[INPUT FOR THIS TASK]
───

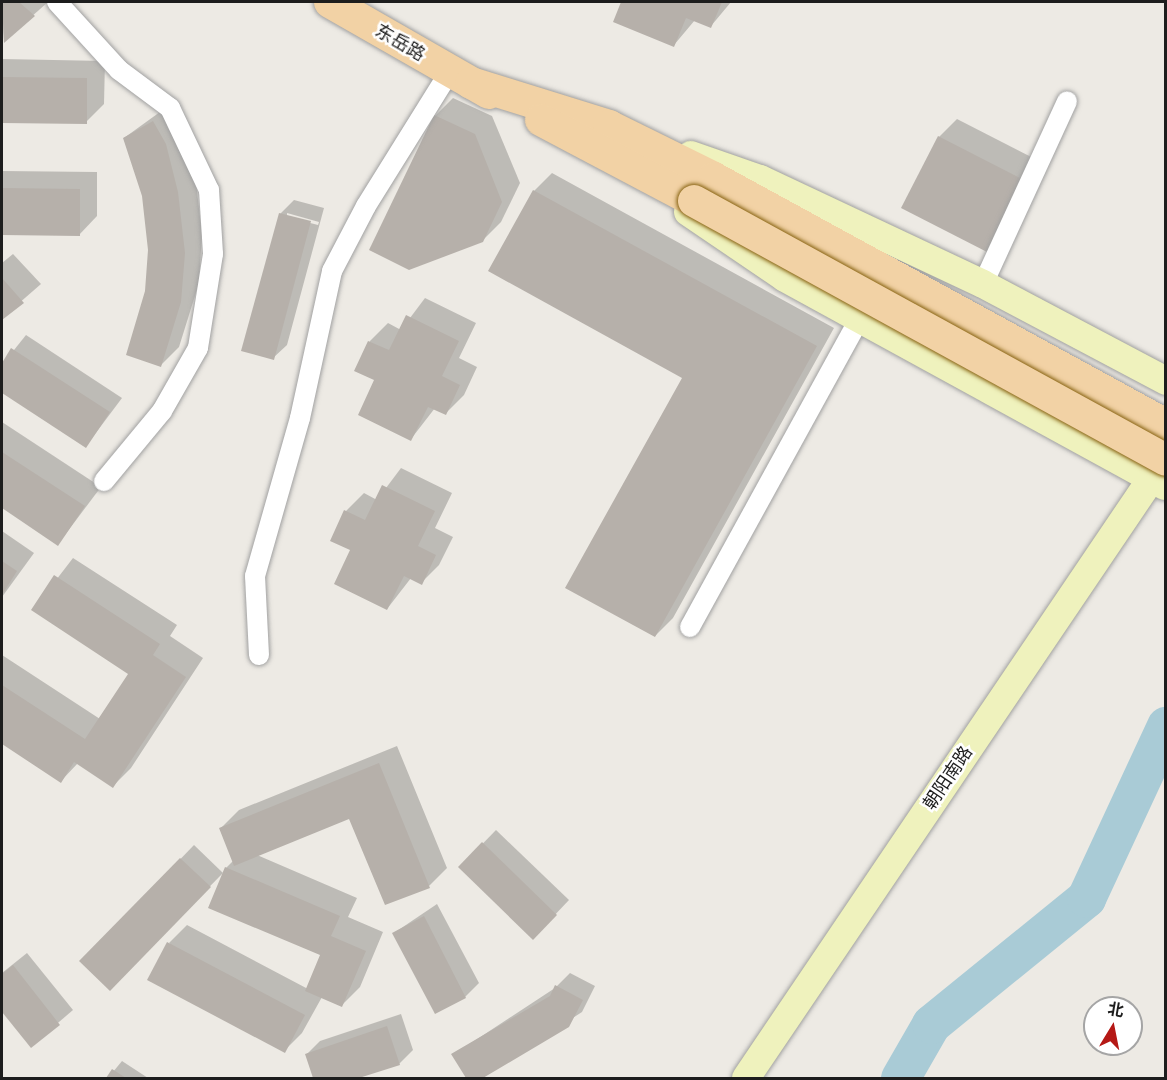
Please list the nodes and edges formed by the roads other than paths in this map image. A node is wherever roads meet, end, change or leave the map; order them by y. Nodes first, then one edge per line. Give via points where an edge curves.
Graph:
1 (57, 2) edge
2 (330, 2) edge
3 (460, 77) junction
4 (1068, 101) dead end
5 (605, 139) junction
6 (704, 189) junction
7 (983, 284) junction
8 (859, 319) junction
9 (1166, 381) edge
10 (1166, 425) edge
11 (1162, 470) edge
12 (104, 481) dead end
13 (690, 627) dead end
14 (260, 655) dead end
15 (746, 1078) edge

1 - 12 street via 119,70 170,108 209,190 213,254 198,348 162,411
2 - 3 main road, 东岳路
3 - 5 main road, 东岳路
3 - 14 street via 366,206 332,271 300,418 255,576
4 - 7 street
5 - 6 main road, 东岳路
5 - 7 street via 760,179
5 - 8 street via 785,278
6 - 10 main road
6 - 11 main road, bridge
7 - 9 street
8 - 11 street
8 - 13 street
11 - 15 street, 朝阳南路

───

[EXERCISE OBJECTIVE] Pictures aside, return all of the material exactly as written.

[RESPONSE]
Please list the nodes and edges formed by the roads other than paths in this map image. A node is wherever roads meet, end, change or leave the map; order them by y. Nodes first, then one edge per line. Give via points where an edge curves.
Graph:
1 (57, 2) edge
2 (330, 2) edge
3 (460, 77) junction
4 (1068, 101) dead end
5 (605, 139) junction
6 (704, 189) junction
7 (983, 284) junction
8 (859, 319) junction
9 (1166, 381) edge
10 (1166, 425) edge
11 (1162, 470) edge
12 (104, 481) dead end
13 (690, 627) dead end
14 (260, 655) dead end
15 (746, 1078) edge

1 - 12 street via 119,70 170,108 209,190 213,254 198,348 162,411
2 - 3 main road, 东岳路
3 - 5 main road, 东岳路
3 - 14 street via 366,206 332,271 300,418 255,576
4 - 7 street
5 - 6 main road, 东岳路
5 - 7 street via 760,179
5 - 8 street via 785,278
6 - 10 main road
6 - 11 main road, bridge
7 - 9 street
8 - 11 street
8 - 13 street
11 - 15 street, 朝阳南路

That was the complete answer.